Technology

Ag-on-Al Solar Cell Design 101

Industrially produced silicon solar cells have silver rear tabbing layers (A) which are directly printed on the silicon wafer (B). The conventional rear tabbing layer does not form a back-surface field (BSF) and lowers the open-circuit voltage and fill factor of the solar cell. Commercial solar cells typically lose between 0.05-0.15% (absolute) because of the rear tabbing layer. PLANT PV’s Ag-on-Al technology (C) is printed directly on the dry aluminum layer and enables the entire solar cell to have a continuous back-surface field. Ag-on-Al solar cells have cell efficiencies that are comparable to fully aluminized back silicon solar cells. The Ag-on-Al paste is a drop-in replacement for conventional rear tabbing pastes and only requires the PV cell maker to change the print order of the rear aluminum paste and tabbing paste during production.

 

How does Ag-on-Al product work?

PLANT PV has developed novel particles that are mixed with silver. During co-firing these particles prevent silver/aluminum interdiffusion, while strengthening the underlying aluminum layer. This novel system allows for the full formation of the back-surface field and aluminum-silicon eutectic layer.

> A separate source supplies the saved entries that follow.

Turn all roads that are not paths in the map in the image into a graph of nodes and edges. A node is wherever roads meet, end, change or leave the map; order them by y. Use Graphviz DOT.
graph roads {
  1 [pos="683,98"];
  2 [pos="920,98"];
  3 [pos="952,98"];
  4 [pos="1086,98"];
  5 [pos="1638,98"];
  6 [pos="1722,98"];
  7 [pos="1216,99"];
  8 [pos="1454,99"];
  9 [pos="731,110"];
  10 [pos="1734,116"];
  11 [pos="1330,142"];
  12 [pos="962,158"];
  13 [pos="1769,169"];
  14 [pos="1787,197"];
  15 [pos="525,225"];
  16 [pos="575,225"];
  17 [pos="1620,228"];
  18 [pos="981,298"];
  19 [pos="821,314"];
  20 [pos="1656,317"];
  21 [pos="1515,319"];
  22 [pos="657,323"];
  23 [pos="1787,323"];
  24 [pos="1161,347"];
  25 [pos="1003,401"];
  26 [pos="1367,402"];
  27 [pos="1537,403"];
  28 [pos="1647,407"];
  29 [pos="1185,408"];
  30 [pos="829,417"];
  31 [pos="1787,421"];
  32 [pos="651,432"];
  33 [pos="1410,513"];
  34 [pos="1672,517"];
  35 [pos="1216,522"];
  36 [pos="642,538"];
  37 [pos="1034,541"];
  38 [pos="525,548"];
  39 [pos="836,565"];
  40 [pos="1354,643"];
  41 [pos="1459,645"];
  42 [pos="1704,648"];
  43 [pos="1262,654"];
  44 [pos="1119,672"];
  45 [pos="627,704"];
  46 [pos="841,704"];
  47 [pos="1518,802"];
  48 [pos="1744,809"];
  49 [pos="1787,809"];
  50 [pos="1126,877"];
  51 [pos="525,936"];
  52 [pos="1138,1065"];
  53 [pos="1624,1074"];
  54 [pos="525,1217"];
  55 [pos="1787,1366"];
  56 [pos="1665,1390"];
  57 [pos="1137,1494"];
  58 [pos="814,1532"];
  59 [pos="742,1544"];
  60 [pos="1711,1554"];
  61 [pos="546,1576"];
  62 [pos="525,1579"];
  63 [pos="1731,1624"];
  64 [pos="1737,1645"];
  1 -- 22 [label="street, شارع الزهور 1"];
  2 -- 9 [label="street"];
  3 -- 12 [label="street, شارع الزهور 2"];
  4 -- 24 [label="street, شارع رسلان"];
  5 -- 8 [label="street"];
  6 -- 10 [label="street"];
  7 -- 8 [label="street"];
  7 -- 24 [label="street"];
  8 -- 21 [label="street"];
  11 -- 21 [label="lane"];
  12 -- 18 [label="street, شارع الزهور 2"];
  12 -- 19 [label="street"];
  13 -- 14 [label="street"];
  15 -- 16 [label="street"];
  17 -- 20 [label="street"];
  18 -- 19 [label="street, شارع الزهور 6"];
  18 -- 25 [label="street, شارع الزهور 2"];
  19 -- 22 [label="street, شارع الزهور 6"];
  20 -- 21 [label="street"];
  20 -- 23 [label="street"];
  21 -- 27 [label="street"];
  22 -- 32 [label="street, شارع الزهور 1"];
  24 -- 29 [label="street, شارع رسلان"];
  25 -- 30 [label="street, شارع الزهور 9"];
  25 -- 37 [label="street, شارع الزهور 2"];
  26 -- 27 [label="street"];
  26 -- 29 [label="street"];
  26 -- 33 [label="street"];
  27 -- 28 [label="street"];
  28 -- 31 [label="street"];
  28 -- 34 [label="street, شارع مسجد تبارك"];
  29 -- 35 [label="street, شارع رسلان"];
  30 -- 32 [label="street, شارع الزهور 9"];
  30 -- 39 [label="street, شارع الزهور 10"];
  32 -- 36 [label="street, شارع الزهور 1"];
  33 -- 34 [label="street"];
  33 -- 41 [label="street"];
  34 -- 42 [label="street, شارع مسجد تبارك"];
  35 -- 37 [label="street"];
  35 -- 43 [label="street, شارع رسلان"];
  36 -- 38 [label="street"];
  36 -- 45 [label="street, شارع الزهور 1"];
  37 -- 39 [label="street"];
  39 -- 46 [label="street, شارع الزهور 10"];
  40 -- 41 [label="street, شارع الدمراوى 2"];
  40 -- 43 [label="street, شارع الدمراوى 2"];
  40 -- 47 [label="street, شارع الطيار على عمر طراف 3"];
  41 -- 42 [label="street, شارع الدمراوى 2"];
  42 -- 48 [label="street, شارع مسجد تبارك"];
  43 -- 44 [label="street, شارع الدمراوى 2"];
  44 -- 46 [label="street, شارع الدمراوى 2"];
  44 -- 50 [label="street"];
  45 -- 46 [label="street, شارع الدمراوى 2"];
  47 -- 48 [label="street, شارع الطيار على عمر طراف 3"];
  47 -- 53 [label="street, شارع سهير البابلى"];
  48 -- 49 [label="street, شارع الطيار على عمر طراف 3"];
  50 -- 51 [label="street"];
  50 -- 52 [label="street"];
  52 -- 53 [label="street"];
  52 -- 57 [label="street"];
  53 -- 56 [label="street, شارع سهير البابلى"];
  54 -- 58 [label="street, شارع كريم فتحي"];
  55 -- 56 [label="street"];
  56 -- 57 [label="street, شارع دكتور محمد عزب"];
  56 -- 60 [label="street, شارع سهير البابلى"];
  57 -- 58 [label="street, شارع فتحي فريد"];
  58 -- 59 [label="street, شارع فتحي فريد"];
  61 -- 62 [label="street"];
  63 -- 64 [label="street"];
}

Silver-on-Aluminum Demonstrated Efficiency Gains

PLANT PV has externally demonstrated an efficiency gain with the Ag-on-Al paste at multiple locations in Europe and the United States. In one example, multi-crystalline silicon solar cells with four continuous busbars  (Ag area = 16cm²) were fabricated using conventional rear tabbing, Ag-on-Al pastes and compared to fully aluminized rear wafers (Al area = 154 cm x 154 cm). In this external test we demonstrated greater than 0.15% efficiency gain over solar cells that used a commercially available conventional rear tabbing paste. The Ag-on-Al cells had an equivalent power conversion efficiency to fully aluminized cells (that contain no rear silver). The Ag-on-Al devices consistently had a >2mV increase in open-circuit voltage and >0.2% increase in the fill factor. The efficiency improvement is dependent upon the Ag area and wafer type; industrially solar cells typically use 8 cm² area and could expect >0.07% efficiency gain for multi-crystalline cells with this product. Greater gains can be achieved for mono-crystalline wafers, which lose more open-circuit voltage due to the rear busbars. If you are interested in more information regarding test results and cell advantages, please contact sales@plantpv.com to receive a white paper related to our Ag-on-Al BSF product.

Additional Products in PLANT PV Pipeline

Ag-on-Al for solar shingles: Conventional rear tabbing layers do not make ohmic contact to p-type silicon and therefore do not effectively collect current. For conventional solar cell designs this is not a problem because the front busbars shade the region above the rear tabbing layer and therefore no current is produced above the tabbing layer. However, for asymmetric cells designs, such as solar shingles, the rear tabbing layer can result in an additional current loss since there are no front busbars above the rear tabbing layer. Ag-on-Al technology solves this problem by allowing aluminum to contact the p-type solar wafer and form an ohmic contact across the entire backside of the solar cell. This allows for full collection of current across the entire wafer, which meaningfully improves the short-circuit current density (in addition to Voc and FF). If you are interested in testing our Ag-on-Al product for solar shingle designs please contact sales@plantpv.com.

PERC pastes:PLANT PV is developing low-Ag content Ag-on-Al pastes for PERC cells. The Ag-on-Al PERC paste will allow for lower Ag print area and greater ease in cell processing such as laser scribing. We anticipate testing with customers in early 2018.